Include your custom drivers in the configuration:

src/config/cache.ts
import { CacheConfigurations } from "@warlock.js/cache";
import { MyCustomCacheDriver } from "./my-custom-driver";
const cacheConfigurations: CacheConfigurations<"custom"> = {
drivers: {
custom: MyCustomCacheDriver,
},
default: "custom",
options: {
custom: {
globalPrefix: "myapp",
ttl: 3600,
// ... other custom options
},
},
};
export default cacheConfigurations;

:::info TypeScript Type Safety When using custom drivers, you must specify the driver name(s) as a generic parameter to CacheConfigurations. See Make Your Own Cache Driver for more details. :::

Learn how to create custom drivers.

Each driver has its own configuration options. See the individual driver documentation for detailed options:

Options split between two places:

  • StaticsetCacheConfigurations({ options: { ... } }). Declarative, serializable knobs: table names, TTLs, URL strings, global prefixes.
  • Runtimecache.use(name, options) / cache.load(name, options) / cache.driver(name, options). Constructor-only bits that can’t sit in static config: pg’s client: pg.Pool, pre-wired clients, anything built at app startup.
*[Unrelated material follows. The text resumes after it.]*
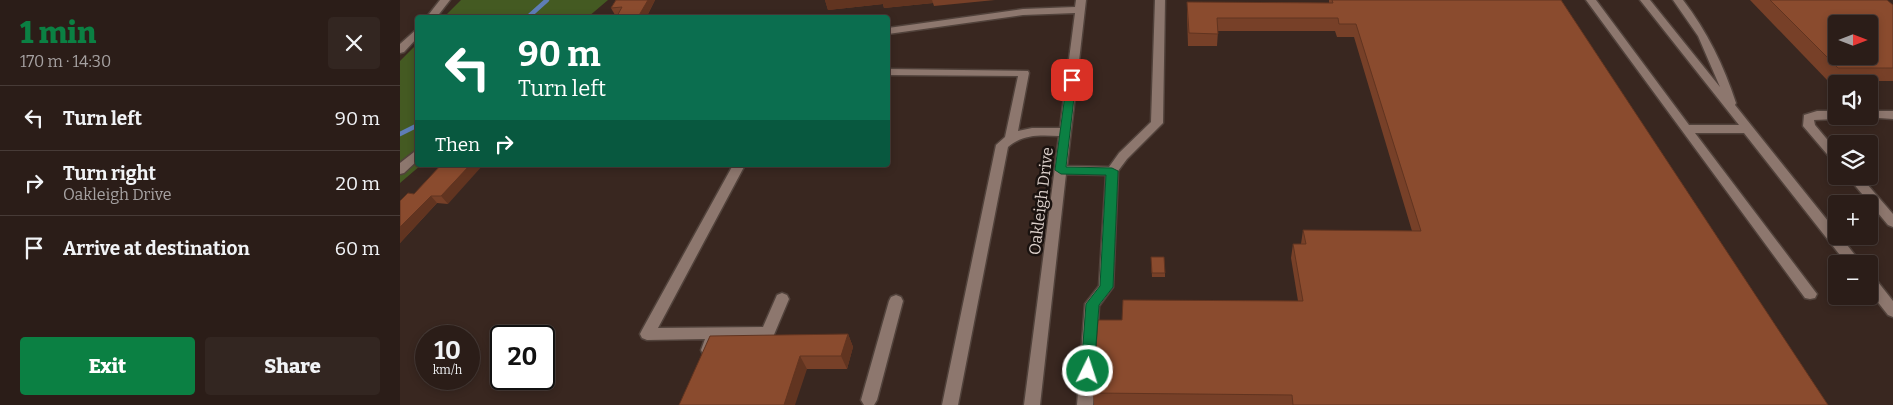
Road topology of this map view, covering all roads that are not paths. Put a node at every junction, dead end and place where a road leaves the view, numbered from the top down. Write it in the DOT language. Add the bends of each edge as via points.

Runtime options merge over static ones per-key (runtime wins). See Cache Manager → Runtime driver options for the full pattern.
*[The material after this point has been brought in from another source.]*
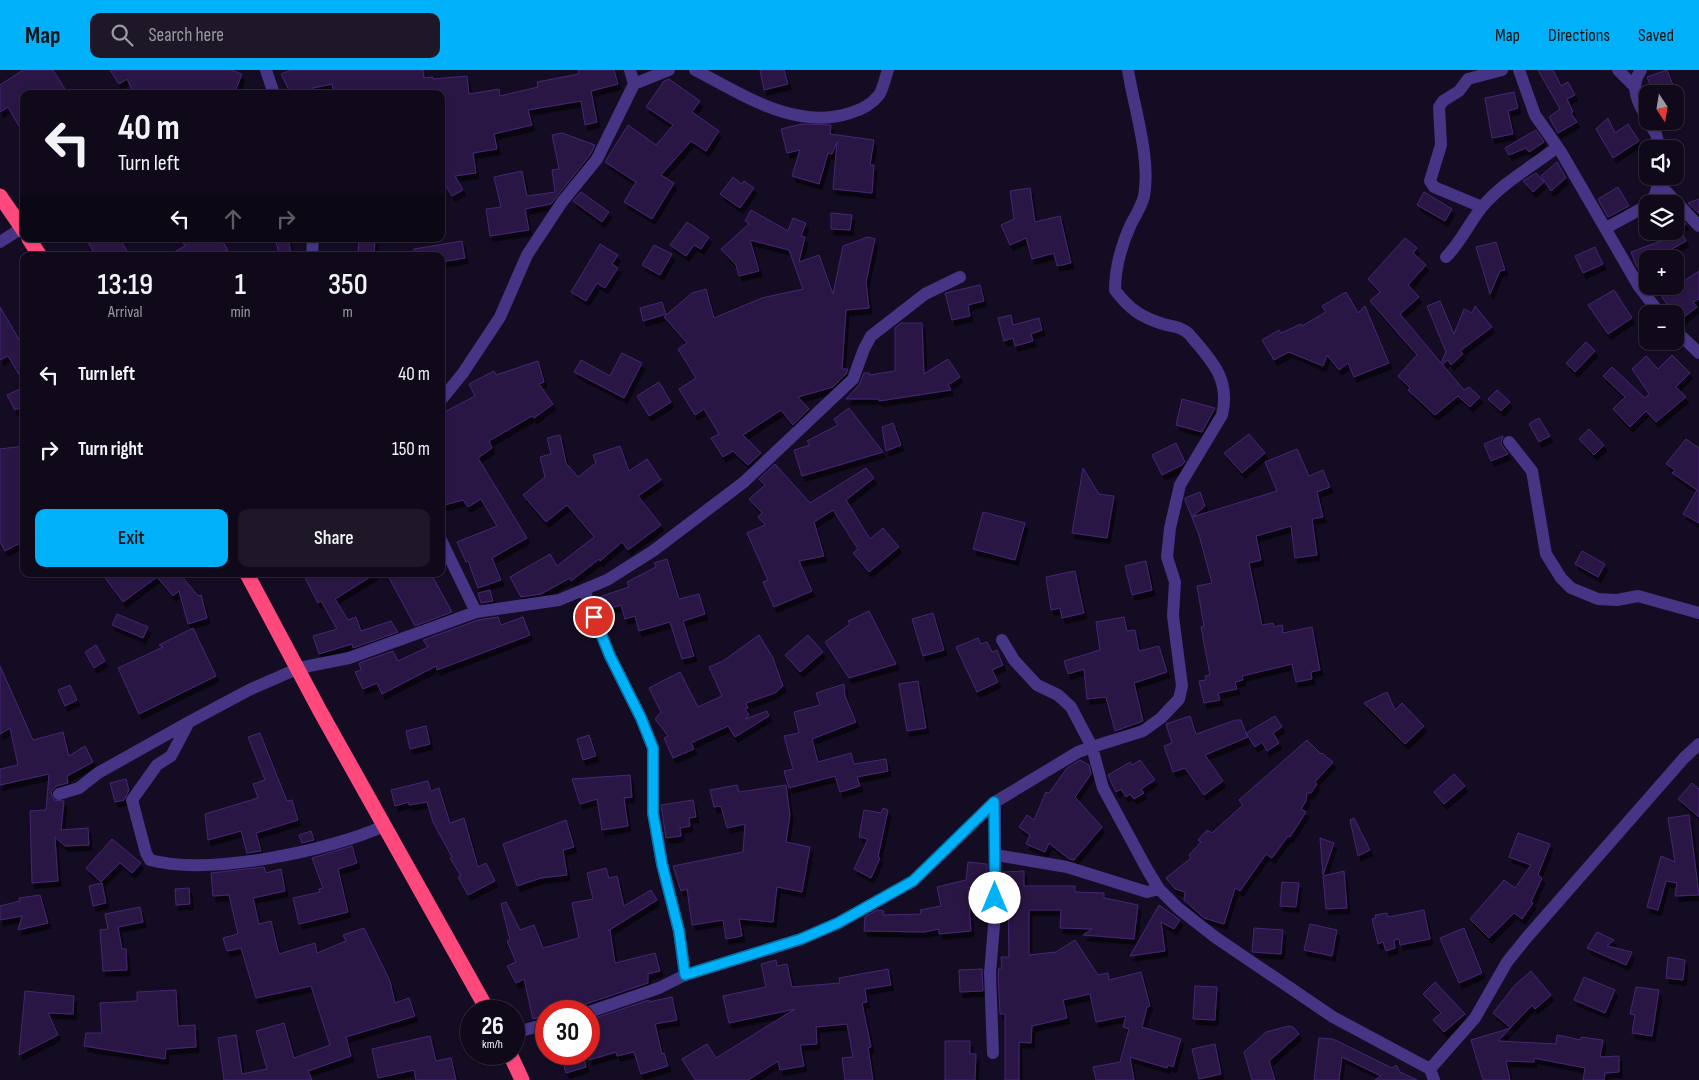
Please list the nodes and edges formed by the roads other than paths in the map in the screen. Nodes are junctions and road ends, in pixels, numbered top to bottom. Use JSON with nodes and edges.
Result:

When you’re running inside a Warlock backend, you’ll typically pull env values through env() from @warlock.js/core and add the framework’s DatabaseCacheDriver alongside the standalone drivers. A realistic shape:

src/config/cache.ts
import {
FileCacheDriver,
MemoryCacheDriver,
MemoryExtendedCacheDriver,
RedisCacheDriver,
type CacheConfigurations,
} from "@warlock.js/cache";
import { DatabaseCacheDriver, env, useRequestStore } from "@warlock.js/core";
// Build a per-request cache prefix from the incoming domain so multi-tenant
// data never collides in a shared Redis instance.
const globalPrefix = () => {
const { request } = useRequestStore();
let cachePrefix = "my-app";
if (!request) return cachePrefix;
const domain = request.originDomain || request.header("domain") || request.input("domain");
if (!domain) return cachePrefix;
return `${cachePrefix}.${domain}`;
};
const cacheConfigurations: CacheConfigurations<"database"> = {
default: "memoryExtended",
logging: false,
drivers: {
file: FileCacheDriver,
memory: MemoryCacheDriver,
redis: RedisCacheDriver,
memoryExtended: MemoryExtendedCacheDriver,
database: DatabaseCacheDriver,
},
options: {
redis: {
host: env("REDIS_HOST"),
port: env("REDIS_PORT"),
url: env("REDIS_URL"),
globalPrefix,
},
memory: {
globalPrefix,
ttl: 3 * 60 * 60, // 3 hours
},
memoryExtended: {
globalPrefix,
ttl: 30 * 60, // 30 minutes
},
},
};
export default cacheConfigurations;

Two things worth highlighting:

  • globalPrefix can be a function. Every driver resolves it per call, so a request-scoped prefix (multi-tenant, per-locale, per-feature-flag) is just a closure over your request context.
  • DatabaseCacheDriver ships with @warlock.js/core, not with this package — that’s why you list it explicitly under a custom name and pass the slug as the CacheConfigurations generic (<"database">).

The same shape works without Warlock — swap env(...) for whatever env parser you use and drop the DatabaseCacheDriver line.

  • Driver not found? Make sure it’s listed in the drivers object with the correct name.
  • Wrong driver used? Check the default property matches a driver name in drivers.
  • Options not applied? Ensure the key in options matches the driver name in drivers.